Data v. Information

“If we have data, let’s look at data. If all we have are opinions, let’s go with mine.” – Jim Barksdale, former Netscape CEO

Data are the facts or details from which information is derived

datainformation

Throughout this course, know that we are combining data on the basis of location and individual attributes to form actionable information…

Data Compilation Example – 2012 Census of Agriculture

(www.agcensus.usda.gov)

The Census of Agriculture is a complete count of U.S. farms and ranches and the people who operate them. Even small plots of land – whether rural or urban – growing fruit, vegetables or some food animals count if $1,000 or more of such products were raised and sold, or normally would have been sold, during the Census year.

The Census of Agriculture, taken only once every five years, looks at land use and ownership, operator characteristics, production practices, income and expenditures. For America’s farmers and ranchers, the Census of Agriculture is their voice, their future, and their opportunity.

Frequently asked questions about the 2017 Census.
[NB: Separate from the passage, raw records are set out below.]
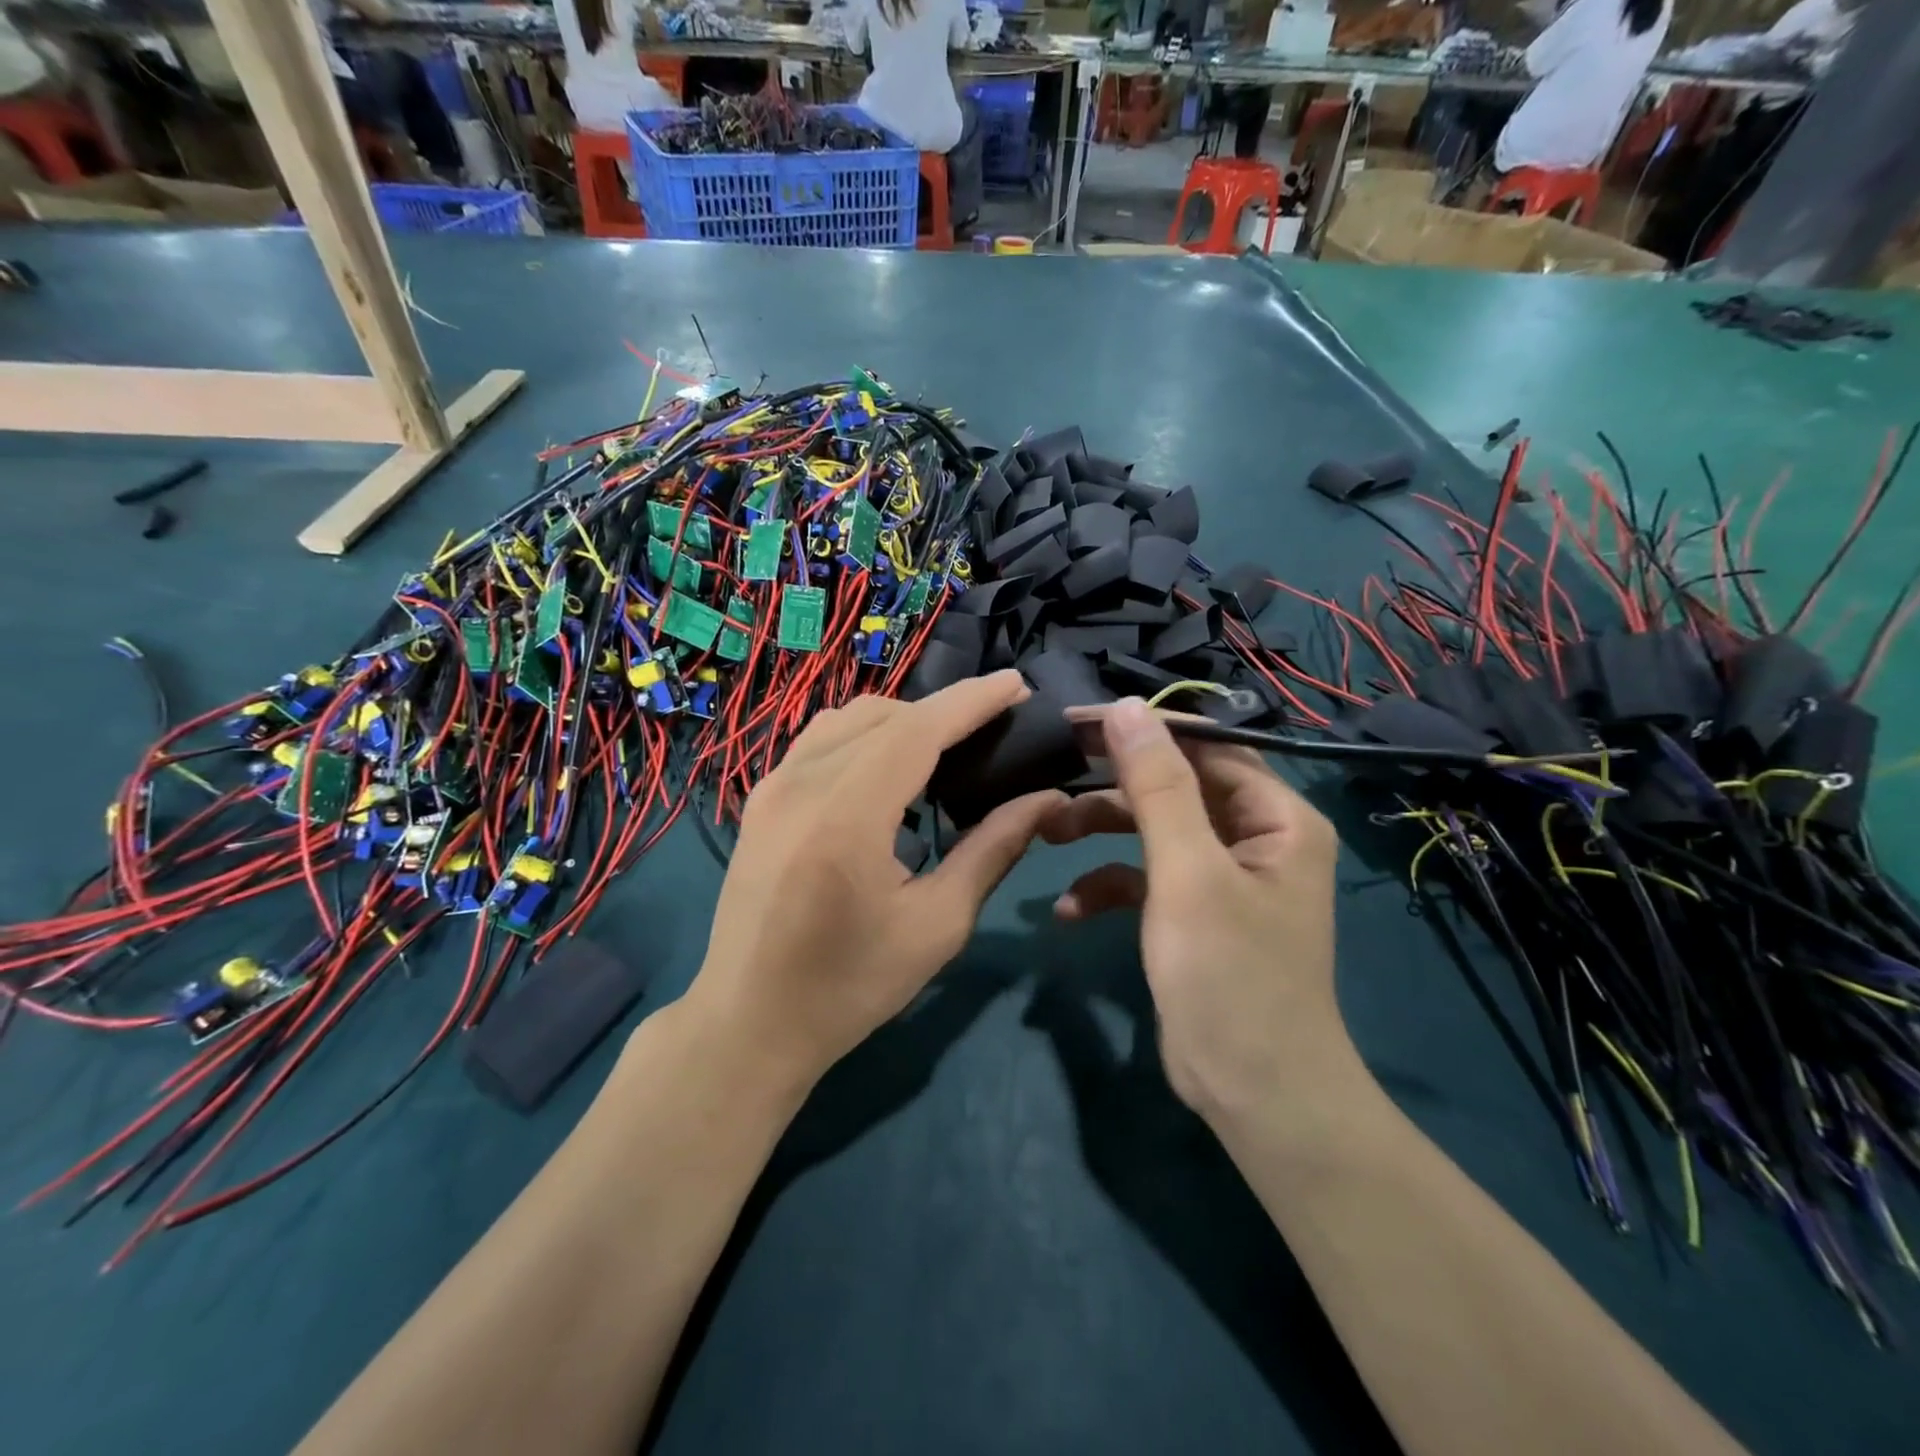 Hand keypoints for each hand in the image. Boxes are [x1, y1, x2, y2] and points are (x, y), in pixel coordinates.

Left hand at [683, 671, 1064, 1089]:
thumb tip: (1045, 800)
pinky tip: (890, 770)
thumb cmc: (850, 986)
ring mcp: (771, 787)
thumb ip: (993, 850)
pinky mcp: (760, 799)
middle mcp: (801, 784)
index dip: (971, 701)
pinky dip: (865, 736)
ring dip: (903, 720)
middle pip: (884, 715)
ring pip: (848, 720)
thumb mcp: (937, 925)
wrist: (749, 1022)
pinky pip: (820, 741)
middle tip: (993, 727)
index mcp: (846, 816)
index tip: (1016, 684)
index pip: (918, 730)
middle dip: (944, 710)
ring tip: (947, 747)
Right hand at [1040, 699, 1344, 1121]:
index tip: (1075, 722)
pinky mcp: (1194, 912)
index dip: (1142, 728)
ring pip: (1154, 828)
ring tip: (1048, 833)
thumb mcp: (1187, 874)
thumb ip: (1157, 786)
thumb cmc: (1230, 977)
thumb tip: (1126, 708)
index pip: (1205, 745)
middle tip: (1053, 765)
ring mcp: (1223, 876)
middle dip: (1113, 782)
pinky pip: (1146, 878)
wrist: (1256, 1096)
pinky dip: (1109, 884)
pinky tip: (1070, 910)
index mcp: (1276, 817)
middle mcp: (1255, 837)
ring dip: (1102, 830)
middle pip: (1176, 784)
Georgia 2012 Census County Profiles (external link)

Appling county profile (2012/2007):

  • Number of Farms: 475/494
  • Land in Farms (acres): 122,879/101,566
  • Average Size of Farm (acres): 259/206
  • Market Value of Products Sold: $ 139,587,000/$75,144,000
    • Average Per Farm: $293,889/$152,113
  • Government Payments: $2,049,000/$4,160,000
  • Average Per Farm Receiving Payments: $9,617/$19,531

It is a trivial task to manually transcode the data for one county, but how long would it take to do this for the 159 counties in Georgia?  What about for the 3,000+ counties in the US?

Extract data from a PDF with R

This approach only works because the PDFs use a structured and consistent format.

CensusAgStateIndex.csv (opens in Office 365)

CensusAgStateNames.csv (opens in Office 365)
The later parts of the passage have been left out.